**Goal of the exercise**. Could you extract every entry below and reproduce it exactly?

Bounding box coordinate data

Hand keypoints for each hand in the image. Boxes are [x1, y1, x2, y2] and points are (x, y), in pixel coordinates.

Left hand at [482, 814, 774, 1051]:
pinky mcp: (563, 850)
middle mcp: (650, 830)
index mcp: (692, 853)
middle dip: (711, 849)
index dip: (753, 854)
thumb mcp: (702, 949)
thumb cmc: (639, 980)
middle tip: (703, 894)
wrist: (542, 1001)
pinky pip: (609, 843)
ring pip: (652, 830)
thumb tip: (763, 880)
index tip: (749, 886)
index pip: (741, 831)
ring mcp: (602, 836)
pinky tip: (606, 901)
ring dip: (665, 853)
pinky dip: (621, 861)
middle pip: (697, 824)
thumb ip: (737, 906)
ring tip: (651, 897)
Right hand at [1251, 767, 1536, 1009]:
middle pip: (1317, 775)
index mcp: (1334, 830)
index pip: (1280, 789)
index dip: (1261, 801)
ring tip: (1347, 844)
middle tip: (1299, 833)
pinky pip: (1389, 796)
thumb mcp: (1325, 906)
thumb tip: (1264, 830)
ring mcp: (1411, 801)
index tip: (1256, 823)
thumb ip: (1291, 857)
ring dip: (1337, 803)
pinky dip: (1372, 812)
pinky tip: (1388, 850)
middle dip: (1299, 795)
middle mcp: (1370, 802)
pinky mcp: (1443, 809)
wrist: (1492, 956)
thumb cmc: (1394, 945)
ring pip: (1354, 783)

**Solved exercise**.
Hand keypoints for each hand in the image. Boxes are [x1, y1, x2, y2] and points are (x, y), in pixel coordinates.

Left hand at [482, 814, 774, 1051]:
pinky mcp: (563, 850)
middle mcp: (650, 830)
index mcp: (692, 853)
middle dip: (711, 849)
index dip: (753, 854)
thumb mcp: (702, 949)
thumb cmc: (639, 980)
middle tip: (703, 894)
wrist: (542, 1001)
pinky pip: (609, 843)
ring pip: (652, 830)
thumb tip: (763, 880)
index tip: (749, 886)
index pip: (741, 831)
ring mcp: (602, 836)
pinky tip: (606, 901)
ring dip: (665, 853)
pinky dip: (621, 861)
middle pip: (697, 824)
thumb ip: (737, 906)
ring tip: (651, 897)
Right hand at [1251, 767, 1536, 1009]:
middle pip: (1317, 775)
index mcp: (1334, 830)
index pip: (1280, 789)
index dip: (1261, 801)
ring tip: (1347, 844)
middle tip: (1299, 833)
pinky pip: (1389, 796)
thumb mcp: (1325, 906)
thumb tip: (1264, 830)
ring mcp: (1411, 801)
index tip: (1256, 823)
thumb ip: (1291, 857)
ring dip: (1337, 803)
pinky dip: (1372, 812)
pinky tip: (1388, 850)
middle dip: (1299, 795)
middle mcp: (1370, 802)
pinky mcp: (1443, 809)
wrist: (1492, 956)
thumb cmc: (1394, 945)
ring pip: (1354, 783)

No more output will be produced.